10    The notice of appeal filed in this Court is uninformative. It does not identify any error in the judgment of the Circuit Court. The appellant states, as grounds of appeal, that he had not received a copy of the primary judge’s reasons for judgment, and was “unable to write … detailed grounds of appeal at this stage”. The notice of appeal was filed on 23 July 2018. In an affidavit filed on the same day, the appellant stated that he needed an opportunity to amend his grounds of appeal once the primary judge’s reasons for judgment were made available. The primary judge’s reasons for judgment appear to have been available since 31 August 2018. It is unfortunate that his Honour’s reasons were not published sooner. Nevertheless, they have been published for some months now and the appellant has made no application to file, and has not sought to file, an amended notice of appeal. Further, on 5 September 2018 orders were made to facilitate the preparation of the appeal for hearing. The appellant was ordered to file and serve a written outline of his submissions by no later than 10 business days before the hearing of the appeal. He has not done so. The Minister has filed and served a written outline of his submissions.

11    The appellant appeared in person at the hearing of the appeal, assisted by an interpreter. I invited him to address me on what he claims to be the appealable errors in the Circuit Court judgment. His response was to the effect that a Certificate of Enrolment was produced to the Circuit Court but the primary judge did not peruse it. On further questioning, it appeared that this certificate is the certificate referred to in [5] of the Tribunal’s Decision Record:

5.    At the hearing, the applicant submitted an out of date enrolment offer from Australian International Language College for Certificates III and IV in Spoken and Written English. The enrolment offer was in relation to courses from 18 July 2016 to 5 February 2017 and from 06 February 2017 to 27 August 2017. There is no evidence before the Tribunal to show that the applicant commenced or finished either of these courses.

12    This certificate is referred to in [6] of the primary judge’s reasons, where his Honour said:

6.    At the hearing, the applicant submitted an out of date enrolment from the Australian International Language College for Certificates III and IV in Spoken and Written English. The enrolment offer was in relation to courses from 18 July 2016 to 5 February 2017 and from 6 February 2017 to 27 August 2017. The Tribunal, in delivering reasons affirming the decision under review, noted that cl 500.211 of the Regulations requires that at the time of the decision the applicant must be enrolled in a course of study.

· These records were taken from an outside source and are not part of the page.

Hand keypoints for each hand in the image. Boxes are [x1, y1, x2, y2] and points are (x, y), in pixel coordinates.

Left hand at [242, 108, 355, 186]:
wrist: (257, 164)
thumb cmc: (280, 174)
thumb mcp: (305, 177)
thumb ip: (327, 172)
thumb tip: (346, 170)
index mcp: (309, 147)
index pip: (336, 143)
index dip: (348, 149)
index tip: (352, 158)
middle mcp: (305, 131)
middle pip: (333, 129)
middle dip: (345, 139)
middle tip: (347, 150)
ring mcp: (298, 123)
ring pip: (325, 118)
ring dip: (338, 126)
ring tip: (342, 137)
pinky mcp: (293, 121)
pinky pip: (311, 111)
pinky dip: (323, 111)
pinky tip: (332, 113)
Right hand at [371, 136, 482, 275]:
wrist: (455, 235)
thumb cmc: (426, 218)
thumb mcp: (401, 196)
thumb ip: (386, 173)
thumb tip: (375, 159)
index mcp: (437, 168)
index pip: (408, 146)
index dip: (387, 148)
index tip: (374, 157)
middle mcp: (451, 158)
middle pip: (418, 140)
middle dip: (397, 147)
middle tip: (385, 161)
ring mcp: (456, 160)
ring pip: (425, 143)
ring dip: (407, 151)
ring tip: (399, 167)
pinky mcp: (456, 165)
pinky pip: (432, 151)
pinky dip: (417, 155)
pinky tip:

13    I cannot tell from the material before me whether the certificate was produced to the Circuit Court or whether the primary judge did, or did not, peruse the certificate. Either way, the appellant’s submissions do not reveal any appealable error on the part of the primary judge whose concern was with the proceeding before the Tribunal and whether the Tribunal’s decision was attended by jurisdictional error on the grounds contained in the appellant’s application for judicial review.

Analysis

14    The appellant’s submissions do not make out any ground of appealable error. The primary judge correctly held that the criteria applicable to an application for a Subclass 500 (Student) visa are mandatory and that no power, discretionary or otherwise, is reposed in the Tribunal to dispense with those requirements. The plain fact is that, at the time of the Tribunal’s decision, the appellant did not satisfy the requirements for the visa he had applied for. There was no jurisdictional error on the part of the Tribunal in affirming the decision under review. The primary judge did not err in dismissing the appellant’s application for judicial review.

Disposition

15    For these reasons, the appeal must be dismissed. The appellant must pay the first respondent’s costs.

I certify that the preceding fifteen (15) numbered paragraphs are a true copy of the Reasons for Judgment herein of the Honourable Justice Yates.